TASK TO COMPLETE: The reply should hold every line of the data, unchanged and complete.
━━━ SOURCE MATERIAL
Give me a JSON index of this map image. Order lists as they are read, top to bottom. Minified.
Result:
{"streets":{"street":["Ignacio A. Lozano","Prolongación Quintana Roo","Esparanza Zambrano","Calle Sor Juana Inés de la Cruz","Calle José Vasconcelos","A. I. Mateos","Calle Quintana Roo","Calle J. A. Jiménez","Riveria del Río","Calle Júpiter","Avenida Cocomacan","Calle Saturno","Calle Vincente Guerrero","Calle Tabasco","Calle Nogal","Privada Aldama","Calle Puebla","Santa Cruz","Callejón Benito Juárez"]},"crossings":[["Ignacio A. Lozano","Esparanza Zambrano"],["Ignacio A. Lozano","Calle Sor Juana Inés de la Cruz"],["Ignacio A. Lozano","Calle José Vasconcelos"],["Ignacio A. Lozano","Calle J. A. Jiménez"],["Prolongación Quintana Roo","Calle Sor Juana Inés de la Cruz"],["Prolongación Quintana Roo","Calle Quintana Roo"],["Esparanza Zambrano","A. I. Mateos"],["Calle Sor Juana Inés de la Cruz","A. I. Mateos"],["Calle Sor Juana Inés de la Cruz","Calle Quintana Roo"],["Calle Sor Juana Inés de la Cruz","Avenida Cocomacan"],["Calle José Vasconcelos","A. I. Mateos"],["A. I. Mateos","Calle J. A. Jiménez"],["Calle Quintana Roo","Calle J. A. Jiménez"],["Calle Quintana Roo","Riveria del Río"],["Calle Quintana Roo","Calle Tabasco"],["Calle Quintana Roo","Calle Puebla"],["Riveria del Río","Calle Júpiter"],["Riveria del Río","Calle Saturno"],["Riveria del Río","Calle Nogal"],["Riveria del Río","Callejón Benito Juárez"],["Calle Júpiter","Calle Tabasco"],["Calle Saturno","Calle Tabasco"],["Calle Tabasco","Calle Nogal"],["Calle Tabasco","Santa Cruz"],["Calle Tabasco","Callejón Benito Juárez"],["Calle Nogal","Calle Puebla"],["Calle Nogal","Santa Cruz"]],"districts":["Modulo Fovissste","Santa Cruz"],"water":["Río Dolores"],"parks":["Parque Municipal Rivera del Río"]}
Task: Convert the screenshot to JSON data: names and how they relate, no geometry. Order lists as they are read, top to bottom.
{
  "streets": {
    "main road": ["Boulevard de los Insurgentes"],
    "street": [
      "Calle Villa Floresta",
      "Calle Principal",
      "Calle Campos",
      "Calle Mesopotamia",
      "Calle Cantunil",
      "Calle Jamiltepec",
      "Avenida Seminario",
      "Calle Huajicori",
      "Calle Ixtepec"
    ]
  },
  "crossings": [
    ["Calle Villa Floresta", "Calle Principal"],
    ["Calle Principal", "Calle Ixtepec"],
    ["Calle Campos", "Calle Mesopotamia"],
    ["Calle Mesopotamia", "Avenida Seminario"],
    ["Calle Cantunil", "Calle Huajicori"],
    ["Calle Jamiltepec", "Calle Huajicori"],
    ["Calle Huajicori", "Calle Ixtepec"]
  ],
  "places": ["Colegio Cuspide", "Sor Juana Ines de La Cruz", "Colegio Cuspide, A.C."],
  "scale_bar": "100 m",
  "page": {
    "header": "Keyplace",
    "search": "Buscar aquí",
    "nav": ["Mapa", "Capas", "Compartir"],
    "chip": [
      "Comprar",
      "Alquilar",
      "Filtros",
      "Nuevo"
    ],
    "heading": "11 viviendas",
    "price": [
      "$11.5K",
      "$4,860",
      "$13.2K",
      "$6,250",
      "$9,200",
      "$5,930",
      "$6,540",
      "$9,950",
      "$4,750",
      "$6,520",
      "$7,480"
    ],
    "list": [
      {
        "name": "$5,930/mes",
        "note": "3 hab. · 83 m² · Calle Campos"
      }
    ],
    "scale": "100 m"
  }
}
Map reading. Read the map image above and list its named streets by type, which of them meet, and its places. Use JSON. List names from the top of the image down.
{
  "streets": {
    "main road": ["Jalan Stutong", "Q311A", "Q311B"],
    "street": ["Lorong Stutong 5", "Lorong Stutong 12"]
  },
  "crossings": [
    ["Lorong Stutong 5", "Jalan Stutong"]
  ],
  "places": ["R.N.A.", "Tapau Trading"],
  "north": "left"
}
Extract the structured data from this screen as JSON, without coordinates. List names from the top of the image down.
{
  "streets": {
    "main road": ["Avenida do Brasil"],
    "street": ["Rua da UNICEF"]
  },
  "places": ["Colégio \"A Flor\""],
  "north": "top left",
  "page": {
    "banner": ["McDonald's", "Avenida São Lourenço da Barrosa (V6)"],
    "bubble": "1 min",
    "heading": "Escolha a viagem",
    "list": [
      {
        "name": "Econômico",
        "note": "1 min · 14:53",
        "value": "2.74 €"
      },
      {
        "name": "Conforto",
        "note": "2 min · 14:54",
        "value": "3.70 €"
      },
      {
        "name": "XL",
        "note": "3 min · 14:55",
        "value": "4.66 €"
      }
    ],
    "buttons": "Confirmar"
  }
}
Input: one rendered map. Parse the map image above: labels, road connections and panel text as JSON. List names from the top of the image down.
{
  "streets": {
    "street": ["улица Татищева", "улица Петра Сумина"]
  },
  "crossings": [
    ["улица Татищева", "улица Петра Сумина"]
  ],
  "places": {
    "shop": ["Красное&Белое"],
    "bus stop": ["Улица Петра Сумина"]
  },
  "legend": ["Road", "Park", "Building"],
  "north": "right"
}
━━━━━━
RESULT FOR THIS TASK:
Give me a JSON index of this map image. Order lists as they are read, top to bottom. Minified.
Result:
{"streets":{"street":["Ignacio A. Lozano","Prolongación Quintana Roo","Esparanza Zambrano","Calle Sor Juana Inés de la Cruz","Calle José Vasconcelos","A. I. Mateos","Calle Quintana Roo","Calle J. A. Jiménez","Riveria del Río","Calle Júpiter","Avenida Cocomacan","Calle Saturno","Calle Vincente Guerrero","Calle Tabasco","Calle Nogal","Privada Aldama","Calle Puebla","Santa Cruz","Callejón Benito Juárez"]},"crossings":[["Ignacio A. Lozano","Esparanza Zambrano"],["Ignacio A. Lozano","Calle Sor Juana Inés de la Cruz"],["Ignacio A. Lozano","Calle José Vasconcelos"],["Ignacio A. Lozano","Calle J. A. Jiménez"],["Prolongación Quintana Roo","Calle Sor Juana Inés de la Cruz"],["Prolongación Quintana Roo","Calle Quintana Roo"],["Esparanza Zambrano","A. I. Mateos"],["Calle Sor Juana Inés de la Cruz","A. I. Mateos"],["Calle Sor Juana Inés de la Cruz","Calle Quintana Roo"],["Calle Sor Juana Inés de la Cruz","Avenida Cocomacan"],["Calle José Vasconcelos","A. I. Mateos"],["A. I. Mateos","Calle J. A. Jiménez"],["Calle Quintana Roo","Calle J. A. Jiménez"],["Calle Quintana Roo","Riveria del Río"],["Calle Quintana Roo","Calle Tabasco"],["Calle Quintana Roo","Calle Puebla"],["Riveria del Río","Calle Júpiter"],["Riveria del Río","Calle Saturno"],["Riveria del Río","Calle Nogal"],["Riveria del Río","Callejón Benito Juárez"],["Calle Júpiter","Calle Tabasco"],["Calle Saturno","Calle Tabasco"],["Calle Tabasco","Calle Nogal"],["Calle Tabasco","Santa Cruz"],["Calle Tabasco","Callejón Benito Juárez"],["Calle Nogal","Calle Puebla"],["Calle Nogal","Santa Cruz"]],"districts":["Modulo Fovissste","Santa Cruz"],"water":["Río Dolores"],"parks":["Parque Municipal Rivera del Río"]}
Task: Convert the screenshot to JSON data: names and how they relate, no geometry. Order lists as they are read, top to bottom.
{
  "streets": {
    "main road": ["Boulevard de los Insurgentes"],
    "street": [
      "Calle Villa Floresta",
      "Calle Principal",
      "Calle Campos",
      "Calle Mesopotamia",
      "Calle Cantunil",
      "Calle Jamiltepec",
      "Avenida Seminario",
      "Calle Huajicori",
      "Calle Ixtepec"
    ]
  },
  "crossings": [
    ["Calle Villa Floresta", "Calle Principal"],
    ["Calle Principal", "Calle Ixtepec"],
    ["Calle Campos", "Calle Mesopotamia"],
    ["Calle Mesopotamia", "Avenida Seminario"],
    ["Calle Cantunil", "Calle Huajicori"],
    ["Calle Jamiltepec", "Calle Huajicori"],
    ["Calle Huajicori", "Calle Ixtepec"]
  ],
  "places": ["Colegio Cuspide", "Sor Juana Ines de La Cruz", "Colegio Cuspide, A.C."],
  "scale_bar": "100 m",
  "page": {
    "header": "Keyplace",
    "search": "Buscar aquí",
    "nav": ["Mapa", "Capas", "Compartir"],
    "chip": [
      "Comprar",
      "Alquilar",
      "Filtros",
      "Nuevo"
    ],
    "heading": "11 viviendas",
    "price": [
      "$11.5K",
      "$4,860",
      "$13.2K",
      "$6,250",
      "$9,200",
      "$5,930",
      "$6,540",
      "$9,950",
      "$4,750",
      "$6,520",
      "$7,480"
    ],
    "list": [
      {
        "name": "$5,930/mes",
        "note": "3 hab. · 83 m² · Calle Campos"
      }
    ],
    "scale": "100 m"
  }
}
Map reading. Read the map image above and list its named streets by type, which of them meet, and its places. Use JSON. List names from the top of the image down.
{
  "streets": {
    "main road": ["Jalan Stutong", "Q311A", "Q311B"],
    "street": ["Lorong Stutong 5", "Lorong Stutong 12"]
  },
  "crossings": [
    ["Lorong Stutong 5", "Jalan Stutong"]
  ],
  "places": ["R.N.A.", "Tapau Trading"],
  "north": "left"
}
Extract the structured data from this screen as JSON, without coordinates. List names from the top of the image down.
{
  "streets": {
    "main road": ["Avenida do Brasil"],
    "street": ["Rua da UNICEF"]
  },
  "places": ["Colégio \"A Flor\""],
  "north": "top left",
  "page": {
    "banner": ["McDonald's", "Avenida São Lourenço da Barrosa (V6)"],
    "bubble": "1 min",
    "heading": "Escolha a viagem",
    "list": [
      {
        "name": "Econômico",
        "note": "1 min · 14:53",
        "value": "2.74 €"
      },
      {
        "name": "Conforto",
        "note": "2 min · 14:54",
        "value": "3.70 €"
      },
      {
        "name": "XL",
        "note": "3 min · 14:55",
        "value": "4.66 €"
      }
    ],
    "buttons": "Confirmar"
  }
}
Input: one rendered map. Parse the map image above: labels, road connections and panel text as JSON. List names from the top of the image down.
{
  "streets": {
    "street": ["улица Татищева", "улица Петра Сумина"]
  },
  "crossings": [
    ["улица Татищева", "улица Петра Сумина"]
  ],
  "places": {
    "shop": ["Красное&Белое"],
    "bus stop": ["Улица Петра Сумина"]
  },
  "legend": ["Road", "Park", "Building"],
  "north": "right"
}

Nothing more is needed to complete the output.